Montage eines Siemens-Windrads. Der Konzern soll ein Windpark-Vorhaben in Japan mit Windkraftanlagen bestücken. / Foto: Unternehmen

08.06.16 Erneuerbare Energie

Siemens soll Windräder nach Japan liefern

Einen neuen Windkraftauftrag aus Japan hat der Technologieriese Siemens erhalten. Dessen Windkraftsparte gewann damit einen Neukunden. Die bestellten Windräder sollen Siemens zufolge 2018 offiziell in Betrieb gehe.

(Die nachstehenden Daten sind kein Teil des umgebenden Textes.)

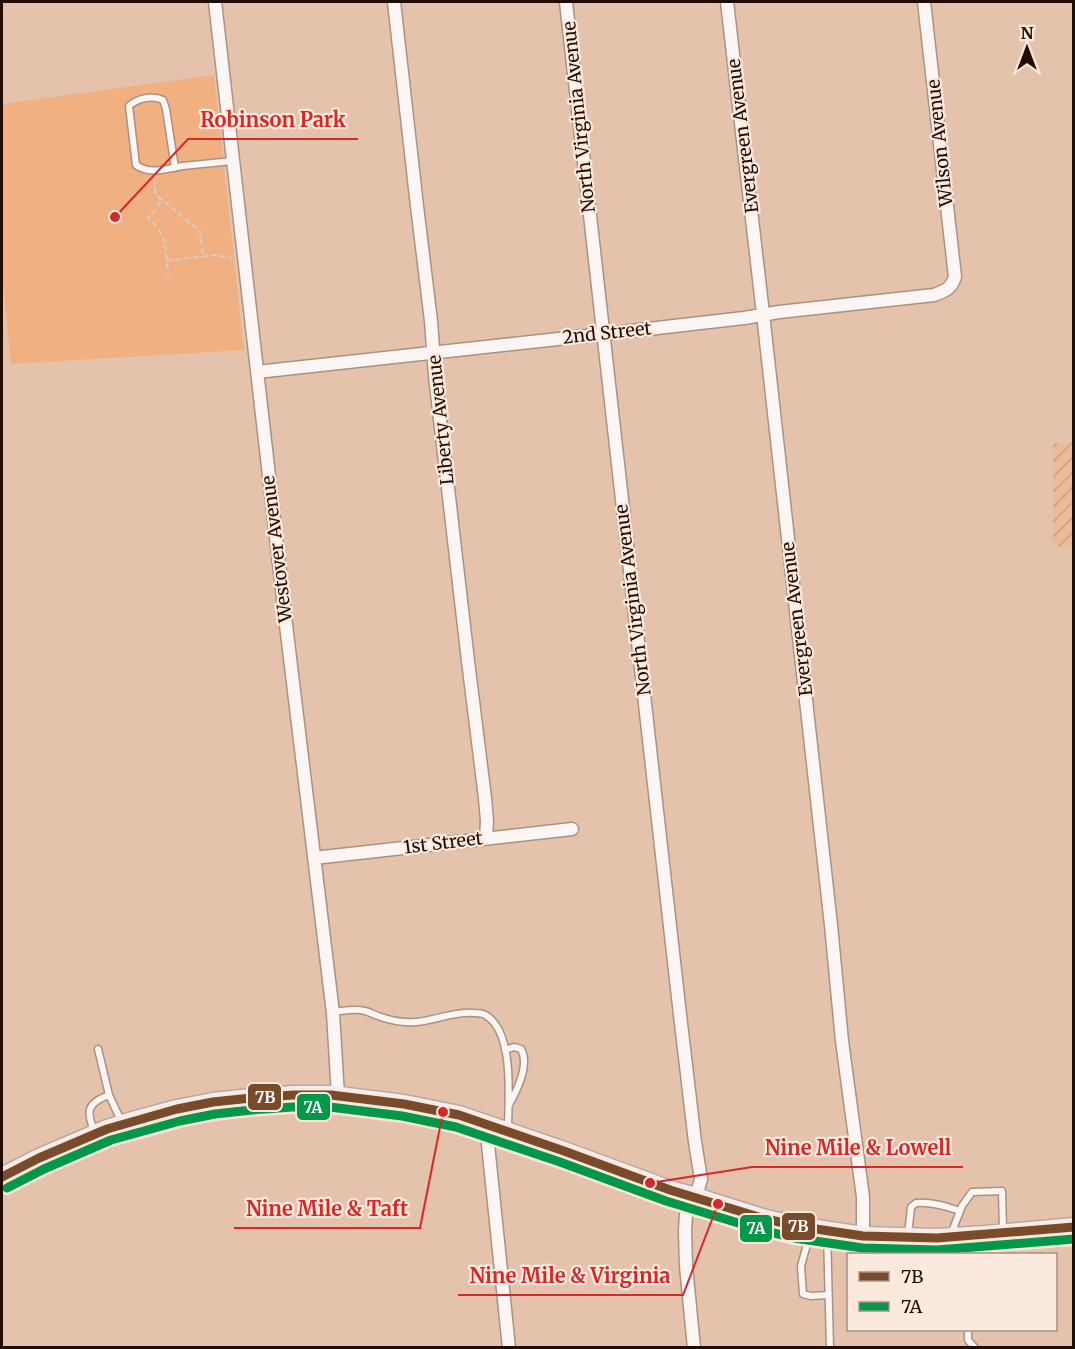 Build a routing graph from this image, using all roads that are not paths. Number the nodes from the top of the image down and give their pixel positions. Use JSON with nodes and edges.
{"nodes":[{"id":1,"x":215,"y":2,"type":"edge"},
{"id":2,"x":394,"y":2,"type":"edge"},
{"id":3,"x":566,"y":2,"type":"edge"},
{"id":4,"x":727,"y":2,"type":"edge"},
{"id":5,"x":924,"y":2,"type":"edge"},
{"id":6,"x":232,"y":161,"type":"junction"},
{"id":7,"x":175,"y":168,"type":"junction"},
{"id":8,"x":953,"y":284,"type":"joint"},
{"id":9,"x":763,"y":314,"type":"junction"},
{"id":10,"x":603,"y":334,"type":"junction"},
{"id":11,"x":434,"y":352,"type":"junction"},
{"id":12,"x":257,"y":372,"type":"junction"},
{"id":13,"x":572,"y":829,"type":"dead end"},
{"id":14,"x":486,"y":838,"type":"junction"},
{"id":15,"x":314,"y":858,"type":"junction"},
{"id":16,"x":333,"y":1012,"type":"junction"},
{"id":17,"x":98,"y":1049,"type":"dead end"},
{"id":18,"x":505,"y":1050,"type":"junction"},
{"id":19,"x":109,"y":1095,"type":"junction"},
{"id":20,"x":338,"y":1096,"type":"junction"},
{"id":21,"x":508,"y":1107,"type":"junction"},
{"id":22,"x":122,"y":1124,"type":"junction"},
{"id":23,"x":486,"y":1125,"type":"junction"},
{"id":24,"x":508,"y":1132,"type":"junction"},
{"id":25,"x":95,"y":1134,"type":"junction"},
{"id":26,"x":2,"y":1177,"type":"edge"},
{"id":27,"x":696,"y":1197,"type":"junction"},
{"id":28,"x":960,"y":1211,"type":"junction"},
{"id":29,"x":1074,"y":1227,"type":"edge"},
{"id":30,"x":818,"y":1229,"type":"junction"},
{"id":31,"x":1004,"y":1234,"type":"junction"},
{"id":32,"x":863,"y":1236,"type":"junction"},
{"id":33,"x":949,"y":1237,"type":"junction"},
{"id":34,"x":908,"y":1238,"type":"junction"},
{"id":35,"x":968,"y":1245,"type":"edge"},
{"id":36,"x":828,"y":1295,"type":"junction"},
{"id":37,"x":968,"y":1331,"type":"edge"},
{"id":38,"x":697,"y":1345,"type":"edge"},
{"id":39,"x":509,"y":1347,"type":"edge"},
{"id":40,"x":830,"y":1347,"type":"edge"},
{"id":41,"x":975,"y":1347,"type":"edge"}],
"edges":[{"from":1,"to":6,"type":"street","name":"Westover Avenue"},
{"from":2,"to":11,"type":"street","name":"Liberty Avenue"},
{"from":3,"to":10,"type":"street","name":"North Virginia Avenue"},
{"from":4,"to":9,"type":"street","name":"Evergreen Avenue"},
{"from":5,"to":8,"type":"street","name":"Wilson Avenue"},
{"from":6,"to":7,"type":"lane"},
{"from":6,"to":12,"type":"street","name":"Westover Avenue"},
{"from":7,"to":7,"type":"lane"},
{"from":8,"to":9,"type":"street","name":"2nd Street"},
{"from":9,"to":10,"type":"street","name":"2nd Street"},
{"from":9,"to":32,"type":"street","name":"Evergreen Avenue"},
{"from":10,"to":11,"type":"street","name":"2nd Street"},
{"from":10,"to":27,"type":"street","name":"North Virginia Avenue"},
{"from":11,"to":12,"type":"street","name":"2nd Street"},
{"from":11,"to":14,"type":"street","name":"Liberty Avenue"},
{"from":12,"to":15,"type":"street","name":"Westover Avenue"},
{"from":13,"to":14,"type":"street","name":"1st Street"},
{"from":14,"to":15,"type":"street","name":"1st Street"},
{"from":15,"to":16,"type":"street","name":"Westover Avenue"},
{"from":16,"to":18,"type":"lane"},
{"from":16,"to":20,"type":"street","name":"Westover Avenue"},
{"from":17,"to":19,"type":"lane"},
{"from":18,"to":21,"type":"lane"},
{"from":18,"to":21,"type":"lane"},
{"from":19,"to":22,"type":"lane"},
{"from":19,"to":25,"type":"lane"},
{"from":20,"to":22,"type":"main road"},
{"from":20,"to":23,"type":"main road"},
{"from":21,"to":24,"type":"lane"},
{"from":22,"to":25,"type":"main road"},
{"from":23,"to":24,"type":"main road"},
{"from":23,"to":39,"type":"street"},
{"from":24,"to":27,"type":"main road"},
{"from":25,"to":26,"type":"main road"},
{"from":27,"to":30,"type":"main road"},
{"from":27,"to":38,"type":"street","name":"North Virginia Avenue"},
{"from":28,"to":31,"type":"lane"},
{"from":28,"to":33,"type":"lane"},
{"from":28,"to":34,"type":"lane"},
{"from":29,"to":31,"type":"main road"},
{"from":30,"to":32,"type":"main road"},
{"from":30,"to":36,"type":"lane"},
{"from":30,"to":36,"type":"lane"},
{"from":31,"to":35,"type":"main road"},
{"from":32,"to":34,"type":"main road"},
{"from":33,"to":34,"type":"main road"},
{"from":33,"to":35,"type":"main road"},
{"from":36,"to":40,"type":"lane"},
{"from":37,"to":41,"type":"lane"}]}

J-Wind Setana hat zum ersten Mal überhaupt Windkraftanlagen bei Siemens bestellt. Das gibt der Technologiekonzern aus München bekannt. Zum Bau einer Windfarm auf der Insel Hokaido habe dieser neue Kunde 16 Windkraftanlagen mit zusammen 51,2 Megawatt (MW) Leistungskapazität geordert, hieß es. J-Wind Setana ist Siemens zufolge ein Joint Venture von Electric Power Development Co. und Hokutaku Co.
Siemens soll auch Servicedienstleister des Windparks auf Hokaido werden

Den Windpark Setana Osato werde J-Wind Setana Setana in der Stadt Setana im Osten der Insel realisieren, hieß es. Zusätzlich werde Siemens nach der für 2018 anvisierten Inbetriebnahme der Anlage langfristig Service und Wartung der Anlagen übernehmen, so Siemens weiter.

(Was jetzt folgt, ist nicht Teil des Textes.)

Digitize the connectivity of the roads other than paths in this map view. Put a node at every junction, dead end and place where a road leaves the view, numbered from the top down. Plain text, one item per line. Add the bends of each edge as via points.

Siemens-Windräder mit 200 MW drehen sich bislang in Japan
Siemens ist nach eigenen Angaben seit 1999 am japanischen Windkraftmarkt aktiv. Seither hat der Konzern demnach dort Anlagen mit 200 MW installiert. Der jüngste Auftrag aus Japan vor der aktuellen Bestellung sei im April 2016 hereingekommen. Dabei handelte es sich um die Lieferung von 13 getriebelosen Windrädern für das Bauvorhaben Higashi Yurihara, erklärte der Technologiekonzern.
Das Engagement von Siemens im Bereich Windkraft sowie Energieeffizienztechnologie und auch bei Schienenfahrzeugen hat die Siemens-Aktie in zahlreiche nachhaltige Fonds gebracht.